(ENTRIES PROVIDED)

»»

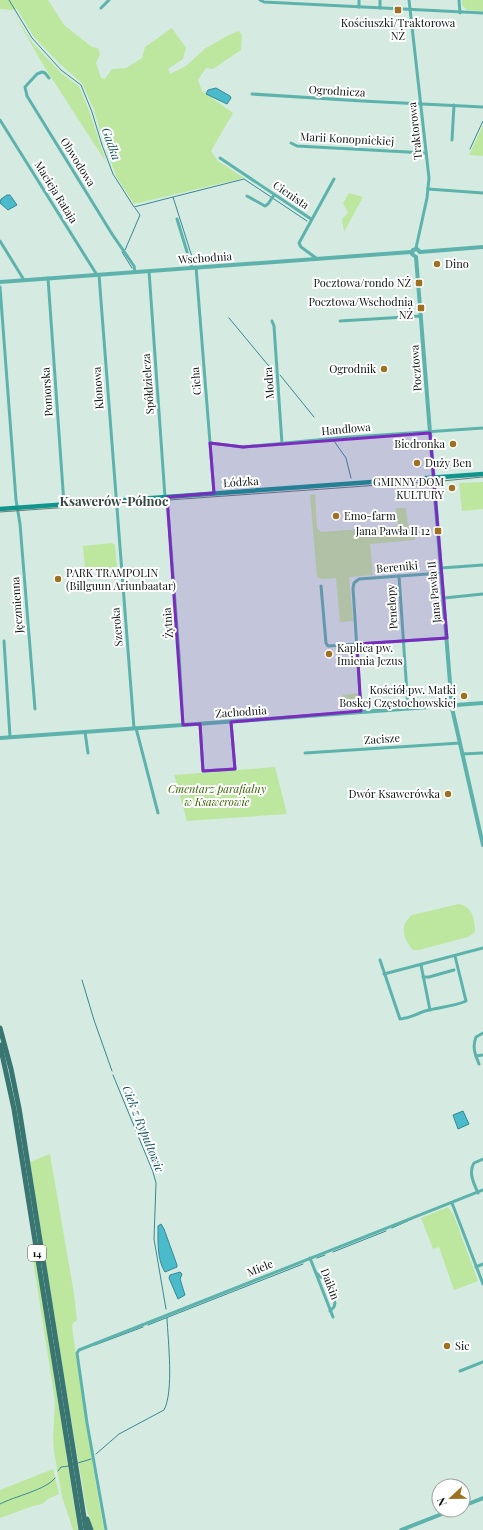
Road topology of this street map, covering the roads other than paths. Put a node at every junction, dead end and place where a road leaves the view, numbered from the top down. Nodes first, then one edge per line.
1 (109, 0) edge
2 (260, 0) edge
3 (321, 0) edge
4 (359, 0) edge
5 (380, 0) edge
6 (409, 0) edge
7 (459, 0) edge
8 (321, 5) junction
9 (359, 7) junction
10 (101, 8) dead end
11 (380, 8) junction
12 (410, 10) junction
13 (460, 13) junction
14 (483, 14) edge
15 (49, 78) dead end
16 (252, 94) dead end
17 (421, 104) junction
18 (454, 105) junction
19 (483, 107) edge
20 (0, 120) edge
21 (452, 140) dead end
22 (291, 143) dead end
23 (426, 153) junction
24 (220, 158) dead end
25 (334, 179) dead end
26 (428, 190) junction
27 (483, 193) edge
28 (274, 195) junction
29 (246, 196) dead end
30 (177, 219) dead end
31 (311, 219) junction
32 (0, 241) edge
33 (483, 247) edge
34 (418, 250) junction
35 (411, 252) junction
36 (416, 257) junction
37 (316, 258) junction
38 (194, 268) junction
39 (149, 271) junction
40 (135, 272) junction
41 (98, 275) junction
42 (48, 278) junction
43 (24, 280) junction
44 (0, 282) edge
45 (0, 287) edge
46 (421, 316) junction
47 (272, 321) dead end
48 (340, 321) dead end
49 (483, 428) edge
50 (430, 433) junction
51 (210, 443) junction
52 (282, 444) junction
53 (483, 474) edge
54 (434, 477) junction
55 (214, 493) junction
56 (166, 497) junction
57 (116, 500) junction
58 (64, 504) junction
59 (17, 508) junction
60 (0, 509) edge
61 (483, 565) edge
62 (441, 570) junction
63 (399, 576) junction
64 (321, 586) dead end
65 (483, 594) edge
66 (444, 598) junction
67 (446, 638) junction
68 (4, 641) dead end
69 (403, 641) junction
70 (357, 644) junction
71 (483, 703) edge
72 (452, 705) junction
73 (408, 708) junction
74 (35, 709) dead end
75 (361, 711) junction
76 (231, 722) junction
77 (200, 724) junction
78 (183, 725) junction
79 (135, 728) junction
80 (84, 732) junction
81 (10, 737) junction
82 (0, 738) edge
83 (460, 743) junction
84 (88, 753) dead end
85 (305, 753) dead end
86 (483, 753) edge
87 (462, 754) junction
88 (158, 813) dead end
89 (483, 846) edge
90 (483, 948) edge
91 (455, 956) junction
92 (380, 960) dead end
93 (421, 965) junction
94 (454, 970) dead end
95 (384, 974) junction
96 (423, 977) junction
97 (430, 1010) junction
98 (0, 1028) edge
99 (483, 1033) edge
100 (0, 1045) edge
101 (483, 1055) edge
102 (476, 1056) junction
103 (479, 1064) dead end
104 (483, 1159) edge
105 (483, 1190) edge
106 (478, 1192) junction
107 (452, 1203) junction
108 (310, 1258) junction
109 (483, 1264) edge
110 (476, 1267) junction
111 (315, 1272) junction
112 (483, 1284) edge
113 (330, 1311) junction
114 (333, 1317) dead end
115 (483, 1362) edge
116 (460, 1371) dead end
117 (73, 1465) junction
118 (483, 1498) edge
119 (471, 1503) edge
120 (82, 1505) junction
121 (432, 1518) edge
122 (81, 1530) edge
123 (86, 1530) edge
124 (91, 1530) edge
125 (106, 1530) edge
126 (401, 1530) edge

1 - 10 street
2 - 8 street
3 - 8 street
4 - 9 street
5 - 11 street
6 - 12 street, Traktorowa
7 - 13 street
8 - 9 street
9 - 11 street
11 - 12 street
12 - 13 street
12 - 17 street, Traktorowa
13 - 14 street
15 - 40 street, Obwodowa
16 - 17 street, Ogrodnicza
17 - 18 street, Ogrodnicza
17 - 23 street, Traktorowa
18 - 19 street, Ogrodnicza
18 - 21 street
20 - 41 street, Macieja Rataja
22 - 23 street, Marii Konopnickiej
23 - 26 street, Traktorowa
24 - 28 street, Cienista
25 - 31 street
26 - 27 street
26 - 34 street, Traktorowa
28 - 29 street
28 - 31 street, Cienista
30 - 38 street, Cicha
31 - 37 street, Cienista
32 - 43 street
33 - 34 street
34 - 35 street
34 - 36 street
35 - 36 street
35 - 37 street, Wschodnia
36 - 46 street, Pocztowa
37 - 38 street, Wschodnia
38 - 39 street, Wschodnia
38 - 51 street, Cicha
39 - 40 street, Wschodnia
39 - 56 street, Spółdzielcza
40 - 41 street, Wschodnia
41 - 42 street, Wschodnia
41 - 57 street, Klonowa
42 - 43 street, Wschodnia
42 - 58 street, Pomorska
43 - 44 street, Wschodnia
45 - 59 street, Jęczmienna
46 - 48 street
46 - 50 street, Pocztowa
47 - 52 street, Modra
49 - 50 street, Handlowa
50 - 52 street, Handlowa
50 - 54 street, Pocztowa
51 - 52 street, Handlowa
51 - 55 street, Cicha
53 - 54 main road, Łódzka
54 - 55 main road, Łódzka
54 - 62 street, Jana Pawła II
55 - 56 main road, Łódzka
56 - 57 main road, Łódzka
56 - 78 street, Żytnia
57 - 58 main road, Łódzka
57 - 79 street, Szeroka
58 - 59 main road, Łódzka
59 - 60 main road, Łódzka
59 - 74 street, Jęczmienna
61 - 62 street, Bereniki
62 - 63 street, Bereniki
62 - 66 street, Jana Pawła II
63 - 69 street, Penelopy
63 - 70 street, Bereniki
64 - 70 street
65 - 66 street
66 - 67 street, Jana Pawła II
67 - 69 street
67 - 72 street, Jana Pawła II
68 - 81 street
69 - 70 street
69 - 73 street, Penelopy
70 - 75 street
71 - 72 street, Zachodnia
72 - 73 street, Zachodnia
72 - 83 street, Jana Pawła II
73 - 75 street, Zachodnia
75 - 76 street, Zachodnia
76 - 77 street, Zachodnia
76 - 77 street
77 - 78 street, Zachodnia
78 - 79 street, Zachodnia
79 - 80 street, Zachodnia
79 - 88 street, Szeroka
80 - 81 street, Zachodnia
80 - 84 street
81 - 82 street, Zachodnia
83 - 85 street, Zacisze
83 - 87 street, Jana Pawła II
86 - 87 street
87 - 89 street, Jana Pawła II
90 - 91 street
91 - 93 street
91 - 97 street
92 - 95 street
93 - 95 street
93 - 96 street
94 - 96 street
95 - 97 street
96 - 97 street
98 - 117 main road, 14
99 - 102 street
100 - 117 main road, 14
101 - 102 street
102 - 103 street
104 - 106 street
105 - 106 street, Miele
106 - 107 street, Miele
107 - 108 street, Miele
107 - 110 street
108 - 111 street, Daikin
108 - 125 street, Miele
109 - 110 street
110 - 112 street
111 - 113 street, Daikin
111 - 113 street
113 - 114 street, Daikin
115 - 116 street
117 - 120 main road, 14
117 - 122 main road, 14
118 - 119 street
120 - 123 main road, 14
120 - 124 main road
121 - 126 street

««

(THE PROBLEM)
The result should be an exact repetition of all the records. Drop the pictures.

(SOLUTION TO THIS PROBLEM)
Road topology of this street map, covering the roads other than paths. Put a node at every junction, dead end and place where a road leaves the view, numbered from the top down. Nodes first, then one edge per line.
1 (109, 0) edge
2 (260, 0) edge
3 (321, 0) edge
4 (359, 0) edge
5 (380, 0) edge
6 (409, 0) edge
7 (459, 0) edge
8 (321, 5) junction
9 (359, 7) junction
10 (101, 8) dead end
11 (380, 8) junction
12 (410, 10) junction
13 (460, 13) junction
14 (483, 14) edge
15 (49, 78) dead end
16 (252, 94) dead end
17 (421, 104) junction
18 (454, 105) junction
19 (483, 107) edge
20 (0, 120) edge
21 (452, 140) dead end
22 (291, 143) dead end
23 (426, 153) junction
24 (220, 158) dead end
25 (334, 179) dead end
26 (428, 190) junction
27 (483, 193) edge
28 (274, 195) junction
29 (246, 196) dead end
30 (177, 219) dead end
31 (311, 219) junction
32 (0, 241) edge
33 (483, 247) edge
34 (418, 250) junction
35 (411, 252) junction
36 (416, 257) junction
37 (316, 258) junction
38 (194, 268) junction
39 (149, 271) junction
40 (135, 272) junction
41 (98, 275) junction
42 (48, 278) junction
43 (24, 280) junction
44 (0, 282) edge
45 (0, 287) edge
46 (421, 316) junction
47 (272, 321) dead end
48 (340, 321) dead end
49 (483, 428) edge
50 (430, 433) junction
51 (210, 443) junction
52 (282, 444) junction
53 (483, 474) edge
54 (434, 477) junction
55 (214, 493) junction
56 (166, 497) junction
57 (116, 500) junction
58 (64, 504) junction
59 (17, 508) junction
60 (0, 509) edge
61 (483, 565) edge
62 (441, 570) junction
63 (399, 576) junction
64 (321, 586) dead end
65 (483, 594) edge
66 (444, 598) junction
67 (446, 638) junction
68 (4, 641) dead end
69 (403, 641) junction
70 (357, 644) junction
71 (483, 703) edge
72 (452, 705) junction
73 (408, 708) junction
74 (35, 709) dead end
75 (361, 711) junction
76 (231, 722) junction
77 (200, 724) junction
78 (183, 725) junction
79 (135, 728) junction
80 (84, 732) junction
81 (10, 737) junction
82 (0, 738) edge
83 (460, 743) junction
84 (88, 753) dead end
85 (305, 753) dead end
86 (483, 753) edge
87 (462, 754) junction
88 (158, 813) dead end
89 (483, 846) edge
90 (483, 948) edge
91 (455, 956) junction
92 (380, 960) dead end
93 (421, 965) junction
94 (454, 970) dead end
95 (384, 974) junction
96 (423, 977) junction
97 (430, 1010) junction
98 (0, 1028) edge
99 (483, 1033) edge
100 (0, 1045) edge
101 (483, 1055) edge
102 (476, 1056) junction
103 (479, 1064) dead end
104 (483, 1159) edge
105 (483, 1190) edge
106 (478, 1192) junction
107 (452, 1203) junction
108 (310, 1258) junction
109 (483, 1264) edge
110 (476, 1267) junction
111 (315, 1272) junction
112 (483, 1284) edge
113 (330, 1311) junction
114 (333, 1317) dead end
115 (483, 1362) edge
116 (460, 1371) dead end
117 (73, 1465) junction
118 (483, 1498) edge
119 (471, 1503) edge
120 (82, 1505) junction
121 (432, 1518) edge
122 (81, 1530) edge
123 (86, 1530) edge
124 (91, 1530) edge
125 (106, 1530) edge
126 (401, 1530) edge

1 - 10 street
2 - 8 street
3 - 8 street
4 - 9 street
5 - 11 street
6 - 12 street, Traktorowa
7 - 13 street
8 - 9 street
9 - 11 street
11 - 12 street
12 - 13 street
12 - 17 street, Traktorowa
13 - 14 street
15 - 40 street, Obwodowa
16 - 17 street, Ogrodnicza
17 - 18 street, Ogrodnicza
17 - 23 street, Traktorowa
18 - 19 street, Ogrodnicza
18 - 21 street
20 - 41 street, Macieja Rataja
22 - 23 street, Marii Konopnickiej
23 - 26 street, Traktorowa
24 - 28 street, Cienista
25 - 31 street
26 - 27 street
26 - 34 street, Traktorowa
28 - 29 street
28 - 31 street, Cienista
30 - 38 street, Cicha
31 - 37 street, Cienista
32 - 43 street
33 - 34 street
34 - 35 street
34 - 36 street
35 - 36 street
35 - 37 street, Wschodnia
36 - 46 street, Pocztowa
37 - 38 street, Wschodnia
38 - 39 street, Wschodnia
38 - 51 street, Cicha
39 - 40 street, Wschodnia
39 - 56 street, Spółdzielcza
40 - 41 street, Wschodnia
41 - 42 street, Wschodnia
41 - 57 street, Klonowa
42 - 43 street, Wschodnia
42 - 58 street, Pomorska
43 - 44 street, Wschodnia
45 - 59 street, Jęczmienna
46 - 48 street
46 - 50 street, Pocztowa
47 - 52 street, Modra
49 - 50 street, Handlowa
50 - 52 street, Handlowa
50 - 54 street, Pocztowa
51 - 52 street, Handlowa
51 - 55 street, Cicha
53 - 54 main road, Łódzka
54 - 55 main road, Łódzka
54 - 62 street, Jana Pawła II
55 - 56 main road, Łódzka
56 - 57 main road, Łódzka
56 - 78 street, Żytnia
57 - 58 main road, Łódzka
57 - 79 street, Szeroka
58 - 59 main road, Łódzka
59 - 60 main road, Łódzka
59 - 74 street, Jęczmienna
61 - 62 street, Bereniki
62 - 63 street, Bereniki
62 - 66 street, Jana Pawła II
63 - 69 street, Penelopy
63 - 70 street, Bereniki
64 - 70 street
65 - 66 street
66 - 67 street, Jana Pawła II
67 - 69 street
67 - 72 street, Jana Pawła II
68 - 81 street
69 - 70 street
69 - 73 street, Penelopy
70 - 75 street
71 - 72 street, Zachodnia
72 - 73 street, Zachodnia
72 - 83 street, Jana Pawła II
73 - 75 street, Zachodnia
75 - 76 street, Zachodnia
76 - 77 street, Zachodnia
76 - 77 street
77 - 78 street, Zachodnia
78 - 79 street, Zachodnia
79 - 80 street, Zachodnia
79 - 88 street, Szeroka
80 - 81 street, Zachodnia
80 - 84 street
81 - 82 street, Zachodnia
83 - 85 street, Zacisze
83 - 87 street, Jana Pawła II
86 - 87 street
87 - 89 street, Jana Pawła II
90 - 91 street
91 - 93 street
91 - 97 street
92 - 95 street
93 - 95 street
93 - 96 street
94 - 96 street
95 - 97 street
96 - 97 street
98 - 117 main road, 14
99 - 102 street
100 - 117 main road, 14
101 - 102 street
102 - 103 street
104 - 106 street
105 - 106 street, Miele
106 - 107 street, Miele
107 - 108 street, Miele
107 - 110 street
108 - 111 street, Daikin
108 - 125 street, Miele
109 - 110 street
110 - 112 street
111 - 113 street, Daikin
111 - 113 street
113 - 114 street, Daikin
115 - 116 street
117 - 120 main road, 14
117 - 122 main road, 14
118 - 119 street
120 - 123 main road, 14
120 - 124 main road
121 - 126 street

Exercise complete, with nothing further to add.